Passage by the U.S. House of Representatives of S.1956, a bill authorizing the Secretary of Transportation to prohibit airlines from participating in the European Union’s anti-pollution law, is superfluous and sets a bad precedent for U.S. foreign relations, said Environmental Defense Fund. The U.S. Senate passed S.1956 in September.
The European Union Emissions Trading Scheme Prohibition Act of 2011 is unnecessary because last Friday, the International Civil Aviation Organization (ICAO) set in motion a high-level political process aimed at agreeing, by October 2013, a global program for cutting aviation carbon pollution. Following ICAO’s announcement, the EU yesterday paused its own carbon pollution law, as nations develop a global alternative.
“Now that ICAO has moved into high gear its effort to get a global system for limiting aviation’s carbon pollution, and the EU has stopped its clock pending the ICAO outcome, at best this bill is simply superfluous,” said EDF’s International Counsel Annie Petsonk. “At worst, it undermines the respect that nations need to have for each other’s laws in a globalizing world.”

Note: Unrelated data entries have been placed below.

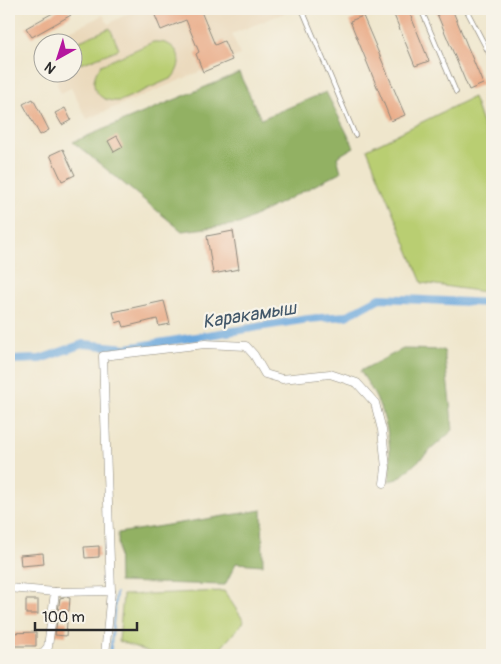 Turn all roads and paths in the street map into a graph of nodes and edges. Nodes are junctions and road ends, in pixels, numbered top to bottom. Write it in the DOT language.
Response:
graph roads {
  1 [pos="302,9"];
  2 [pos="379,9"];
  3 [pos="421,9"];
  4 [pos="466,9"];
  5 [pos="370,13"];
  6 [pos="492,59"];
  7 [pos="456,92"];
  8 [pos="355,135"];
  9 [pos="384,483"];
  10 [pos="9,588"];
  11 [pos="111,591"];
  12 [pos="55,592"];
  13 [pos="132,651"];
  14 [pos="37,655"];
  15 [pos="105,655"];
  16 [pos="143,655"];
  1 -- 8 [label="lane"];
  2 -- 5 [label="lane"];
  3 -- 7 [label="lane"];
  4 -- 6 [label="lane"];
  9 -- 11 [label="street"];
  10 -- 12 [label="street"];
  11 -- 12 [label="street"];
  11 -- 15 [label="street"];
  12 -- 14 [label="street"];
  13 -- 16 [label="lane"];
} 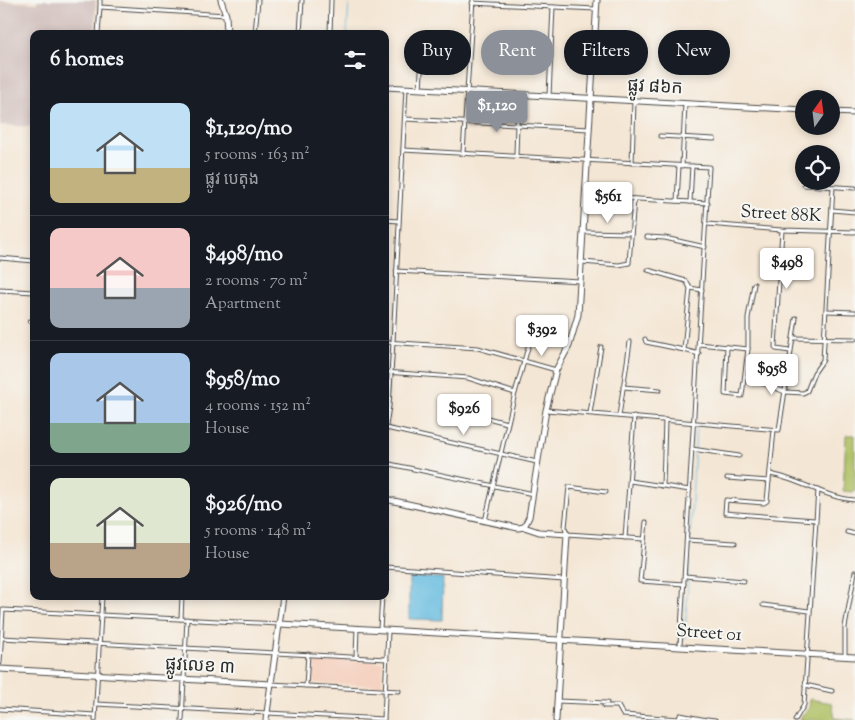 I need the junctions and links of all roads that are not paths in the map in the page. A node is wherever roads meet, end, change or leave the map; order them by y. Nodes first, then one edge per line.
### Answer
1 (100, 0) edge
2 (221, 0) edge
3 (258, 0) edge
4 (302, 0) edge
5 (332, 0) edge
6 (597, 0) edge
7 (472, 1) edge
8 (100, 7) junction
9 (553, 7) junction
10 (596, 9) junction
11 (226, 15) junction
12 (98, 30) edge
13 (226, 30) edge
14 (255, 30) edge
15 (300, 30) edge
16 (330, 30) edge
17 (421, 75) edge
18 (389, 87) edge
19 (406, 88) junction
20 (420, 89) junction
21 (465, 92) junction
22 (518, 94) junction
23 (549, 96) junction
24 (591, 99) junction
25 (634, 101) junction
26 (685, 104) junction
27 (795, 110) edge
28 (840, 112) edge
29 (855, 113) edge
30 (405, 119) junction
31 (463, 122) junction
32 (517, 125) junction
33 (590, 129) junction
34 (660, 136) dead end
35 (683, 137) junction
36 (714, 139) dead end
37 (404, 150) junction
38 (462, 152) junction
39 (516, 155) junction
40 (588, 160) junction
41 (632, 163) junction
42 (680, 166) junction
43 (692, 166) junction
44 (840, 187) edge
45 (855, 188) edge
46 (833, 190) edge
47 (586, 196) junction
48 (634, 199) junction
49 (677, 201) junction
50 (690, 202) junction
51 (708, 203) junction
52 (832, 210) junction
53 (855, 212) edge
54 (389, 220) edge
55 (399, 221) junction
56 (707, 224) junction
57 (782, 230) junction
58 (831, 231) junction
59 (584, 232) junction
60 (855, 232) edge
61 (632, 233) junction
62 (647, 237) dead end
63 (705, 247) junction
64 (0, 258) edge
65 (30, 261) edge
66 (582, 262) junction
67 (648, 270) dead end
68 (396, 271) junction
69 (581, 281) junction
70 (754, 284) dead end
71 (690, 288) junction
72 (0, 290) edge
73 (702, 290) junction
74 (30, 292) edge
75 (827, 311) junction
76 (855, 312) edge
77 (796, 318) dead end
78 (793, 338) junction
79 (645, 339) dead end
80 (825, 339) junction
81 (855, 339) edge
82 (389, 342) edge
83 (393, 342) junction
84 (630, 342) dead end
85 (530, 344) dead end
86 (699, 344) junction
87 (601, 347) dead end
88 (728, 347) junction
89 (748, 349) junction
90 (684, 350) junction
91 (790, 351) junction
92 (699, 354) junction
93 (524, 363) junction
94 (556, 370) junction
95 (391, 372) junction
96 (745, 376) junction
97 (624, 387) junction
98 (660, 390) dead end
99 (389, 391) edge
100 (784, 392) junction
101 (515, 393) junction
102 (546, 410) junction
103 (464, 412) dead end
104 (590, 413) junction
105 (619, 416) junction
106 (634, 417) junction
107 (665, 420) junction
108 (694, 422) junction
109 (507, 423) junction
110 (774, 430) junction
111 (389, 431) edge
112 (694, 449) junction
113 (501, 453) junction
114 (739, 456) dead end
115 (538, 462) junction
116 (389, 464) edge
117 (770, 474) junction
118 (727, 478) dead end
119 (769, 481) junction
120 (630, 482) junction
121 (493, 486) junction
122 (662, 486) junction
123 (690, 490) junction
124 (818, 490) junction
125 (606, 492) dead end
126 (534, 494) junction
127 (389, 500) edge
128 (855, 500) edge
129 (815, 520) junction
130 (484, 522) junction
131 (646, 522) dead end
132 (524, 527) junction
133 (847, 532) dead end
134 (567, 534) junction
135 (855, 534) edge
136 (625, 538) junction
137 (644, 539) junction
138 (688, 540) junction
139 (736, 543) dead end
140 (389, 567) edge
141 (855, 572) edge
142 (688, 576) junction
143 (564, 580) junction
144 (744, 580) dead end
145 (684, 584) junction
146 (102, 600) edge
147 (182, 600) edge
148 (283, 600) edge
149 (382, 600) edge
150 (763, 605) dead end
151 (809, 611) junction
152 (101, 614) junction
153 (182, 619) junction
154 (187, 619) junction
155 (280, 624) junction
156 (357, 628) junction
157 (380, 630) junction
158 (388, 630) junction
159 (1, 631) edge
160 (2, 638) junction
161 (560, 640) junction
162 (99, 643) junction
163 (680, 646) junction
164 (186, 648) junction
165 (275, 653) junction
166 (308, 654) junction
167 (807, 655) junction
168 (356, 657) junction
169 (845, 657) junction
170 (855, 657) edge
171 (386, 659) junction
172 (0, 663) edge
173 (0, 669) edge
174 (98, 675) junction
175 (184, 680) junction
176 (271, 684) junction
177 (805, 685) junction
178 (306, 686) junction
179 (832, 690) dead end
180 (384, 691) junction
181 (399, 691) dead end
182 (556, 701) junction
183 (96, 704) junction
184 (183, 709) junction
185 (0, 710) edge
186 (267, 713) junction
187 (95, 715) junction
188 (707, 719) edge
189 (95, 720) edge
190 (182, 720) edge
191 (266, 720) edge
192 (384, 720) edge
193 (556, 720) edge
194 (679, 720) edge
195 (715, 720) edge
196 (795, 720) edge

1 - 8 street
2 - 11 street
3 - 14 street
4 - 15 street
5 - 16 street
6 - 10 street
7 - 9 street
7 - 21 street
8 - 11 street
8 - 12 street
9 - 10 street
9 - 23 street
10 - 24 street
11 - 13 street
17 - 20 street
18 - 19 street, ផ្លូវ ៨៦ក
19 - 20 street, ផ្លូវ ៨៦ក
19 - 30 street
20 - 21 street, ផ្លូវ ៨៦ក
21 - 22 street, ផ្លូវ ៨៦ក
21 - 31 street
22 - 23 street, ផ្លូវ ៨៦ក
22 - 32 street
23 - 24 street, ផ្លូវ ៨៦ក
24 - 25 street, ផ្លូវ ៨៦ក
24 - 33 street
25 - 26 street, ផ្លូវ ៨៦ក
25 - 41 street
26 - 27 street, ផ្លូវ ៨៦ក
26 - 35 street
28 - 29 street
30 - 31 street
30 - 37 street
31 - 32 street
31 - 38 street
32 - 33 street
32 - 39 street
33 - 40 street
34 - 35 street
35 - 36 street
35 - 42 street
37 - 38 street
37 - 55 street
38 - 39 street
39 - 40 street
40 - 41 street
40 - 47 street
41 - 42 street
42 - 43 street
42 - 49 street
43 - 50 street
43 - 51 street
44 - 45 street
46 - 52 street
47 - 48 street
47 - 59 street
48 - 49 street
48 - 61 street
49 - 50 street
50 - 51 street
51 - 56 street
52 - 53 street
52 - 58 street
54 - 55 street
55 - 68 street
56 - 57 street, Street 88K
56 - 63 street
57 - 58 street, Street 88K
57 - 91 street
58 - 60 street, Street 88K
58 - 75 street
59 - 61 street
59 - 66 street
61 - 66 street
62 - 63 street
63 - 73 street
64 - 65 street
66 - 69 street
67 - 71 street
68 - 69 street
68 - 83 street
69 - 94 street
70 - 89 street
71 - 73 street
71 - 90 street
72 - 74 street
73 - 86 street
75 - 76 street
75 - 80 street
77 - 78 street
78 - 80 street
78 - 91 street
79 - 90 street
80 - 81 street
80 - 100 street
82 - 83 street
83 - 93 street
83 - 95 street
84 - 97 street
85 - 93 street
86 - 88 street
86 - 92 street
87 - 104 street
88 - 89 street
88 - 96 street
89 - 96 street
90 - 92 street
91 - 100 street
92 - 108 street
93 - 94 street
93 - 101 street
94 - 102 street
95 - 99 street
95 - 101 street
96 - 100 street
97 - 98 street
97 - 105 street
100 - 110 street
101 - 109 street
102 - 104 street
102 - 115 street
103 - 109 street
104 - 105 street
105 - 106 street
106 - 107 street
106 - 120 street
107 - 108 street
107 - 122 street
108 - 110 street
108 - 112 street
109 - 113 street
110 - 117 street
111 - 113 street
112 - 114 street
112 - 123 street
113 - 115 street
113 - 121 street
115 - 126 street
116 - 121 street
117 - 119 street
117 - 124 street
118 - 119 street
119 - 129 street
120 - 122 street
120 - 136 street
121 - 126 street
121 - 130 street
122 - 123 street
123 - 138 street
124 - 128 street
124 - 129 street
125 - 134 street
126 - 132 street
127 - 130 street
129 - 151 street
130 - 132 street
131 - 137 street
132 - 134 street
133 - 135 street
134 - 136 street
134 - 143 street
136 - 137 street
137 - 145 street
138 - 139 street
138 - 142 street
140 - 143 street
141 - 169 street
142 - 144 street
142 - 145 street
143 - 161 street
145 - 163 street
146 - 152 street
147 - 153 street
148 - 155 street
149 - 157 street
150 - 151 street
151 - 167 street
152 - 153 street
152 - 159 street
152 - 162 street
153 - 154 street
154 - 155 street
154 - 164 street
155 - 156 street, Street 01
155 - 165 street
156 - 157 street, Street 01
156 - 168 street
157 - 158 street, Street 01
158 - 161 street, Street 01
158 - 171 street
159 - 160 street
160 - 162 street
160 - 172 street
161 - 163 street, Street 01
161 - 182 street
162 - 164 street
162 - 174 street
163 - 167 street, Street 01
164 - 165 street
164 - 175 street
165 - 166 street
165 - 176 street
166 - 168 street
166 - 178 street
167 - 169 street, Street 01
167 - 177 street
168 - 171 street
169 - 170 street, Street 01
171 - 180 street
173 - 174 street, ផ្លូវលេខ ៣
174 - 175 street, ផ្លូវលេខ ៣
174 - 183 street
175 - 176 street, ផ្លូវលេខ ៣
175 - 184 street
176 - 178 street, ផ្លូវលេខ ៣
176 - 186 street
177 - 179 street
177 - 196 street
178 - 180 street, ផ្លូវលេខ ៣
180 - 181 street, ផ្លូវលេខ ៣
180 - 192 street
182 - 193 street
182 - 194 street
183 - 184 street
183 - 187 street
184 - 186 street
184 - 190 street
185 - 187 street
186 - 191 street
186 - 192 street
187 - 189 street
188 - 194 street
188 - 195 street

“President Obama signaled in his reelection acceptance speech that there is an opportunity for revitalized executive branch leadership on the challenge of climate change. The aviation question, one of the first climate issues after the elections, puts the spotlight on the White House, which will need to put significant political muscle into helping ICAO reach agreement on a worldwide approach to address aircraft emissions,” said Petsonk. “The airlines who lobbied so hard for enactment of this bill should join with environmentalists in agreeing on that global approach.”
The bill gives the Secretary of Transportation authority to prohibit U.S. airlines from complying with a European law requiring airplanes that land or take off from European airports to account for and limit their flights’ global warming pollution through an emissions trading system. The bill also requires the Secretary of Transportation to hold the airlines “harmless” of any costs, including both the costs of complying with the European law, estimated to be trivial, and the costs of not complying. The “hold harmless” provisions could launch a wholly unnecessary trade war and stick U.S. taxpayers with up to $22 billion in non-compliance costs.
Aviation is already the world’s seventh largest polluter, and if emissions from the industry are left unregulated, they’re expected to quadruple by 2050.